Stored items:
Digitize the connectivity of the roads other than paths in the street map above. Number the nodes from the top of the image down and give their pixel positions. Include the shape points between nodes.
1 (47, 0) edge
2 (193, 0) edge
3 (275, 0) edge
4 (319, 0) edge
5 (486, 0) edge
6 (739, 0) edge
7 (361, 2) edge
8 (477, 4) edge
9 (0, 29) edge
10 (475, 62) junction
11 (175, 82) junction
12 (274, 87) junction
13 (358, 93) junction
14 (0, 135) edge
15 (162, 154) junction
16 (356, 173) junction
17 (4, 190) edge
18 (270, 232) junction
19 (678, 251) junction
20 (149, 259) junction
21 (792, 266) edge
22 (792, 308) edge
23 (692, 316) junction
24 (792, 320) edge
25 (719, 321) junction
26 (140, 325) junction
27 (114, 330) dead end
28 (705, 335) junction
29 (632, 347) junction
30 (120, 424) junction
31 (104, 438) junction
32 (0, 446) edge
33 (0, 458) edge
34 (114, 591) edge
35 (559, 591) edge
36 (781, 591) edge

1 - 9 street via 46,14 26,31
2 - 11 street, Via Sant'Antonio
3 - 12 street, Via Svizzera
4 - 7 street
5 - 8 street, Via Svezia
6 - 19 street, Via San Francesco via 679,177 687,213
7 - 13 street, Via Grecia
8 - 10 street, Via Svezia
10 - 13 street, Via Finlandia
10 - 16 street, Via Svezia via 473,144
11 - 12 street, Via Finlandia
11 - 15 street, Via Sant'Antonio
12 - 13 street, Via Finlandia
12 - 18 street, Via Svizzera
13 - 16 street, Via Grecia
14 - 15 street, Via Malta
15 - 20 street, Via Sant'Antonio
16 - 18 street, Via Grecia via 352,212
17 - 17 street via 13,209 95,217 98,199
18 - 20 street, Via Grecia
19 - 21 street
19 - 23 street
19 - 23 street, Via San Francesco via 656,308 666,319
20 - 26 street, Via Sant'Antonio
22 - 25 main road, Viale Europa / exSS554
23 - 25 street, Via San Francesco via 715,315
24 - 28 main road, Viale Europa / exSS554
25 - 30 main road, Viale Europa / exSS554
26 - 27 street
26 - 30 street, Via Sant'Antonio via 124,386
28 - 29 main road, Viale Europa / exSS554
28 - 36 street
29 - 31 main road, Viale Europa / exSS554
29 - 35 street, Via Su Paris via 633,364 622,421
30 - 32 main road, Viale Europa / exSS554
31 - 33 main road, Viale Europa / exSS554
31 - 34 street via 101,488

• [Task]
Exact repetition of every entry in the data is required.

• [Output of the task]
Digitize the connectivity of the roads other than paths in the street map above. Number the nodes from the top of the image down and give their pixel positions. Include the shape points between nodes.
1 (47, 0) edge
2 (193, 0) edge
3 (275, 0) edge
4 (319, 0) edge
5 (486, 0) edge
6 (739, 0) edge
7 (361, 2) edge
8 (477, 4) edge
9 (0, 29) edge
10 (475, 62) junction
11 (175, 82) junction
12 (274, 87) junction
13 (358, 93) junction
14 (0, 135) edge
15 (162, 154) junction
16 (356, 173) junction
17 (4, 190) edge
18 (270, 232) junction
19 (678, 251) junction
20 (149, 259) junction
21 (792, 266) edge
22 (792, 308) edge
23 (692, 316) junction
24 (792, 320) edge
25 (719, 321) junction
26 (140, 325) junction
27 (114, 330) dead end
28 (705, 335) junction
29 (632, 347) junction
30 (120, 424) junction
31 (104, 438) junction
32 (0, 446) edge
33 (0, 458) edge
34 (114, 591) edge
35 (559, 591) edge
36 (781, 591) edge

1 - 9 street via 46,14 26,31
2 - 11 street, Via Sant'Antonio
3 - 12 street, Via Svizzera
4 - 7 street
5 - 8 street, Via Svezia
6 - 19 street, Via San Francesco via 679,177 687,213
7 - 13 street, Via Grecia
8 - 10 street, Via Svezia
10 - 13 street, Via Finlandia
10 - 16 street, Via Svezia via 473,144
11 - 12 street, Via Finlandia
11 - 15 street, Via Sant'Antonio
12 - 13 street, Via Finlandia
12 - 18 street, Via Svizzera
13 - 16 street, Via Grecia
14 - 15 street, Via Malta
15 - 20 street, Via Sant'Antonio
16 - 18 street, Via Grecia via 352,212
17 - 17 street via 13,209 95,217 98,199
18 - 20 street, Via Grecia
19 - 21 street
19 - 23 street
19 - 23 street, Via San Francesco via 656,308 666,319
20 - 26 street, Via Sant'Antonio
22 - 25 main road, Viale Europa / exSS554
23 - 25 street, Via San Francesco via 715,315
24 - 28 main road, Viale Europa / exSS554
25 - 30 main road, Viale Europa / exSS554
26 - 27 street
26 - 30 street, Via Sant'Antonio via 124,386
28 - 29 main road, Viale Europa / exSS554
28 - 36 street
29 - 31 main road, Viale Europa / exSS554
29 - 35 street, Via Su Paris via 633,364 622,421
30 - 32 main road, Viale Europa / exSS554
31 - 33 main road, Viale Europa / exSS554
31 - 34 street via 101,488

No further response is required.